As Howe moved toward Philadelphia, Washington decided to cut off his approach at a place called Brandywine Creek, a difficult stream to negotiate. He informed his men that the upcoming battle might be decisive. Should the British be defeated, he proclaimed, “they are utterly undone—the war is at an end. Now then is the time for our most strenuous exertions.”12 Not trusting to patriotism alone, he reminded his men that fleeing soldiers would “be instantly shot down as a just punishment to themselves and for examples to others.”13 Rediscovering the virtue of alcohol in battle, Washington issued an extra gill of rum (five fluid ounces) to each man on September 9 to fortify wavering courage.
A landscape of plunging ravines and forested hills, Brandywine Creek presented a natural line of defense southwest of Philadelphia. Washington concentrated the bulk of his forces on wooded high ground behind Chadds Ford, on the east side of the creek, where the major road crossed. Relying on flawed i
ntelligence, he posted detachments the length of the creek, stretching up to what he thought was the northernmost crossing.
On the night of September 10, a spy informed Howe of the existence of two fords still farther north—a flagrant breach in American defenses that had gone unnoticed, in a manner reminiscent of the Battle of Brooklyn. Howe decided that he and Cornwallis, with 8,200 men, would secretly execute a bold sweeping movement to the north. They would then turn east, cross these newly discovered fords, circle back to the south, and sneak up behind the right flank of Washington’s army. All the while, an advance column of 5,000 troops under Baron Wilhelm von Knyphausen would smash straight east into Washington’s army at Chadds Ford, distracting the Americans and duping them into thinking this was the main enemy offensive. While Washington’s military instincts told him that Howe might steal up behind his right flank, he didn’t assign a high enough priority to investigating this possibility and delegated a crucial scouting mission to General John Sullivan and Colonel Theodorick Bland. Unaccountably, the Americans proved ignorant of their own home turf, while Howe operated with faultless information.

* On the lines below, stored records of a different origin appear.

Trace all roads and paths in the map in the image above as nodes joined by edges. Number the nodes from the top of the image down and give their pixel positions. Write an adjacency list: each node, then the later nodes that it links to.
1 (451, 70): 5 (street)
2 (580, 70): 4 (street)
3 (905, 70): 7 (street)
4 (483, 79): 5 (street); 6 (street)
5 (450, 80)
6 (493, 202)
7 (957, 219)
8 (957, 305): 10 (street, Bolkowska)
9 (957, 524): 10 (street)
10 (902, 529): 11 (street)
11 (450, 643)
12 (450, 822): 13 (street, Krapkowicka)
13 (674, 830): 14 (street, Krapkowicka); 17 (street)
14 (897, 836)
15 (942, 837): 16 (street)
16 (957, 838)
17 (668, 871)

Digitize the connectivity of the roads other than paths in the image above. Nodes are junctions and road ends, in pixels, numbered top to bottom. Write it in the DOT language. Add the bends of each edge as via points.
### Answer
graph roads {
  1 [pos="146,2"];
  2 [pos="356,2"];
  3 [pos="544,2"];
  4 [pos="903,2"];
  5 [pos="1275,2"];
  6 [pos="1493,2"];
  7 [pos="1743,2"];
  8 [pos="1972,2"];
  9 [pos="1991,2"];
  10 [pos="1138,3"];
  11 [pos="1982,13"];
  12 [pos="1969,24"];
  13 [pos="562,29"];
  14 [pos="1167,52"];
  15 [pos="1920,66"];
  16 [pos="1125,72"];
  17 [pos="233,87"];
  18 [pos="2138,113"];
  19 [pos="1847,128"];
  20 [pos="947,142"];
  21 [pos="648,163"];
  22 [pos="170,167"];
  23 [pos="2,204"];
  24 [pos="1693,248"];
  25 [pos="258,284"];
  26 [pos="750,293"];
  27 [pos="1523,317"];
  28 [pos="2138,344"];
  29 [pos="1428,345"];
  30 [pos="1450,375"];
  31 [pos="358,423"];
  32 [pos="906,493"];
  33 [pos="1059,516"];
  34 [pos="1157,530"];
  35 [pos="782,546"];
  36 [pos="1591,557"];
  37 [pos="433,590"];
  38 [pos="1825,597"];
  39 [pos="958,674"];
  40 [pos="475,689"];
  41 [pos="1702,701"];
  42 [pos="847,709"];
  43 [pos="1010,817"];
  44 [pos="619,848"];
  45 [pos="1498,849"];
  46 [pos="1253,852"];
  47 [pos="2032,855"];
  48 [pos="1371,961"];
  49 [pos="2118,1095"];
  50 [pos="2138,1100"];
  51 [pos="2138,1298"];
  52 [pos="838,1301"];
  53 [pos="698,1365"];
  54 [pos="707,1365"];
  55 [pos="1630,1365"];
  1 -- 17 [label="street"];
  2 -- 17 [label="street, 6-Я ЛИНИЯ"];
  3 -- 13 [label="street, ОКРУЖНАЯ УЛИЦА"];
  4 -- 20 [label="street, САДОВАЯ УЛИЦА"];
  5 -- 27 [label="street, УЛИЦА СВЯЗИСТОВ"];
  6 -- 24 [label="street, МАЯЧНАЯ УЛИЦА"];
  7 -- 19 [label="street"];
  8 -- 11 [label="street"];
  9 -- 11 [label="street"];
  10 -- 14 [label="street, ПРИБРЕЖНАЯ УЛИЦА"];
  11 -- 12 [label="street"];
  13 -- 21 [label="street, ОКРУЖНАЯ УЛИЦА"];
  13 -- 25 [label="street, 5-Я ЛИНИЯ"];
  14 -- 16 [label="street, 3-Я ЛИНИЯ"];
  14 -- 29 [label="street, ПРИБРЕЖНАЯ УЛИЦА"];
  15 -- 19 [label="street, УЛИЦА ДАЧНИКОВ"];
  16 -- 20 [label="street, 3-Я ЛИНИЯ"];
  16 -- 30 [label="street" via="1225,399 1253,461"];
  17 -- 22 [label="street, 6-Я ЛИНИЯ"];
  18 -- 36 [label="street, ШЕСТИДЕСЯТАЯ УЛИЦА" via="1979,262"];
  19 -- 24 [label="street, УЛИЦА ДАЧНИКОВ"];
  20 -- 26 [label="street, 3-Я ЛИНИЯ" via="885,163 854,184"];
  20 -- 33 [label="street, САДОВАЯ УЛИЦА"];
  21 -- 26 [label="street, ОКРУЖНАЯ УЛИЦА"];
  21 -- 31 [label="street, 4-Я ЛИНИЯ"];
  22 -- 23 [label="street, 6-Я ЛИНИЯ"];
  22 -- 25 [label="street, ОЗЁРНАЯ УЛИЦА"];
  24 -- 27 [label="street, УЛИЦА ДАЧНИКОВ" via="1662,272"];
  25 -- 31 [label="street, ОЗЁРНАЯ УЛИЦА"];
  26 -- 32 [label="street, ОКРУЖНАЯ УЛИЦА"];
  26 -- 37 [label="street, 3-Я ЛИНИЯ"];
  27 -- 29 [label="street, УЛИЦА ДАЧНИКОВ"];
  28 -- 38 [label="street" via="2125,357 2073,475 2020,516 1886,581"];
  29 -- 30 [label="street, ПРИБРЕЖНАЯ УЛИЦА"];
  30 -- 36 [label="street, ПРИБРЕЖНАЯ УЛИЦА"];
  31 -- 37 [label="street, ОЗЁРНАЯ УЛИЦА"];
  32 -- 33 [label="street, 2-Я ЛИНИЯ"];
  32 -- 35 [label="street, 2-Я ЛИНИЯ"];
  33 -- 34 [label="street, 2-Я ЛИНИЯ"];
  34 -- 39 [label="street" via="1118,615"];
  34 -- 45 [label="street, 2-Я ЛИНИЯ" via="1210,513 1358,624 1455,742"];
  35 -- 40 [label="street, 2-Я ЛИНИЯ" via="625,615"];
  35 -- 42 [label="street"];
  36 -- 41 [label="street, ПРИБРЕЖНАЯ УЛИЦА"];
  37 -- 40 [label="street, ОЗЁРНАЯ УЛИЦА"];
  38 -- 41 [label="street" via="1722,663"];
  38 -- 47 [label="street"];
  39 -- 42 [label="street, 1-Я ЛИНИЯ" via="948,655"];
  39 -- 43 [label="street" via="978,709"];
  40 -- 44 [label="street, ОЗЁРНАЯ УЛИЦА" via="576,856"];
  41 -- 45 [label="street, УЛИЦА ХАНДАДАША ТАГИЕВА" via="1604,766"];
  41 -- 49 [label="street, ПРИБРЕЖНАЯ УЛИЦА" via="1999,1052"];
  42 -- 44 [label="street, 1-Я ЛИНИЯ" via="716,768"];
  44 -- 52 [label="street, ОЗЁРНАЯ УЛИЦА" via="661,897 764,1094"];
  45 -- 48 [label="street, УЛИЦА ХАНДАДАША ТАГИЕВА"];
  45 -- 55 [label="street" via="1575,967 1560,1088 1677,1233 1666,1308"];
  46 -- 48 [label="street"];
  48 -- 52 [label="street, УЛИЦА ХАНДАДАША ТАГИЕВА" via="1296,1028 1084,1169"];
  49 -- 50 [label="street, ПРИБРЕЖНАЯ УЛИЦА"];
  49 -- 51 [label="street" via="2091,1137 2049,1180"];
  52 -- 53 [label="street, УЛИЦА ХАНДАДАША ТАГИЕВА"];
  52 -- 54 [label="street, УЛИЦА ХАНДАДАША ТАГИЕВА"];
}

In the predawn light of September 11, 1777, General Howe launched his maneuver. In the early morning, Knyphausen’s units clashed, as planned, with the main American force at Chadds Ford. Washington presided over the troops there and, as usual, showed no qualms about exposing himself to enemy fire, even when it beheaded an artilleryman nearby. The story is told that the chivalrous Major Patrick Ferguson actually had Washington in his sights and could easily have killed him—he didn’t know who it was—but refused to fire on a man with his back turned. Washington was pleased when Brigadier General William Maxwell rode up and boasted that his marksmen had killed or wounded three hundred British soldiers.14 With Lafayette at his side, Washington rode the length of the line to the sound of cheering men, but he was blind to the true shape of the emerging battlefield.